Remains of Che Guevara's female guerrilla found in Bolivia
 

                  LA PAZ, Bolivia (Reuters) - Cuban investigators said on Monday they
                  discovered in Bolivia the remains of the only woman to fight with Ernesto
                  "Che" Guevara's band of revolutionaries during his 1967 campaign there.

                  The Cuban team found the bones of Hayde Tamara Bunke Bider, alias
                  "Tania," in the town of Vallegrande, 480 miles (770 km) southeast of the
                  capital La Paz and about two-thirds of a mile (1 km) away from where the
                  same team unearthed the bones of the legendary leftist guerrilla Guevara in
                  July 1997.

                  "The wounds on the remains match up with those of Tania," said Cuban
                  forensic specialist Jorge Gonzalez.

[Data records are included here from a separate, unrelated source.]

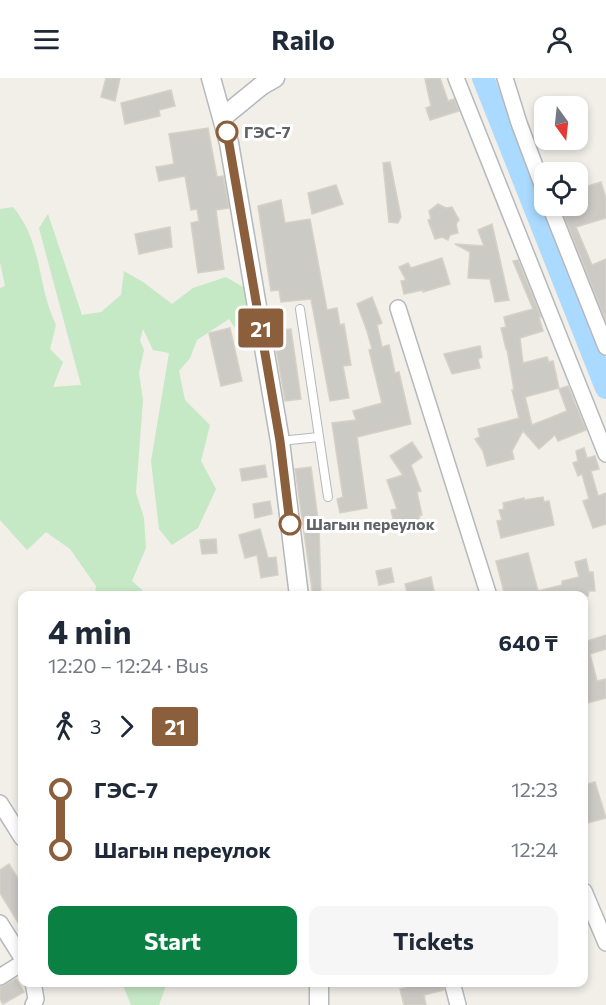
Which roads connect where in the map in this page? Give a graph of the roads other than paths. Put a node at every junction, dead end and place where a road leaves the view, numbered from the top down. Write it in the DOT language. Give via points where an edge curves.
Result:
graph roads {
  1 [pos="212,78"];
  2 [pos="275,78"];
  3 [pos="456,78"];
  4 [pos="505,78"];
  5 [pos="223,117"];
  6 [pos="534,163"];
  7 [pos="554,216"];
  8 [pos="398,308"];
  9 [pos="300,309"];
  10 [pos="606,347"];
  11 [pos="320,437"];
  12 [pos="280,441"];
  13 [pos="606,454"];
  14 [pos="328,497"];
  15 [pos="298,591"];
  16 [pos="487,591"];
  17 [pos="0,803"];
  18 [pos="18,832"];
  19 [pos="588,900"];
  20 [pos="0,923"];
  21 [pos="606,943"];
  22 [pos="18,952"];
  23 [pos="18,966"];
  24 [pos="0,977"];
  25 [pos="34,987"];
  26 [pos="319,987"];
  27 [pos="453,987"];
  28 [pos="33,1005"];
  29 [pos="319,1005"];
  30 [pos="458,1005"];
  1 -- 5 [label="street"];
  2 -- 5 [label="street"];
  3 -- 13 [label="street"];
  4 -- 6 [label="street"];
  5 -- 12 [label="street"];
  7 -- 10 [label="street"];
  8 -- 16 [label="street"];
  9 -- 11 [label="lane"];
  11 -- 12 [label="lane"];
  11 -- 14 [label="lane"];
  12 -- 15 [label="street"];
  17 -- 18 [label="street"];
  19 -- 21 [label="street"];
  20 -- 22 [label="street"];
  23 -- 24 [label="street"];
  25 -- 28 [label="street"];
  26 -- 29 [label="street"];
  27 -- 30 [label="street"];
}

                  Arm bones at the site were fractured, coinciding with reports Tania was shot
                  by a bullet that hit both arms. Investigators also found female undergarments,
                  Gonzalez said.

                  An Argentine-born medical doctor, Guevara was Fidel Castro's lieutenant in
                  the 1959 Cuban revolution. His attempt to spark another subversive
                  movement in Bolivia in 1967 was stopped after seven months of fighting in
                  the subtropics.

                  Wounded and suffering from severe asthma, Guevara was captured on
                  October 8 and executed the following day by the Bolivian army. His remains
                  were put on display for the press and shortly afterward disappeared for 30
                  years.

                  Tania -- an Argentine-like Guevara -- was part of a column that was
                  ambushed in the region of Vado del Yeso, south of Vallegrande, on August
                  31, 1967.

                  Witnesses said Tania's body was dragged away by the Rio Grande's waters
                  before being found on Sept. 6. It was transported to Vallegrande and buried
                  two days later.

                  The physical proof also matched testimony by Dora Cardenas, a school
                  teacher who, together with other women, was granted permission by the
                  military to bury Tania. The women had put the cadaver in a coffin, guarded it
                  with soldiers and held a mass.

                  Gonzalez said Tania's skeleton will be sent to the same mausoleum housing
                  Guevara's remains in Santa Clara, Cuba.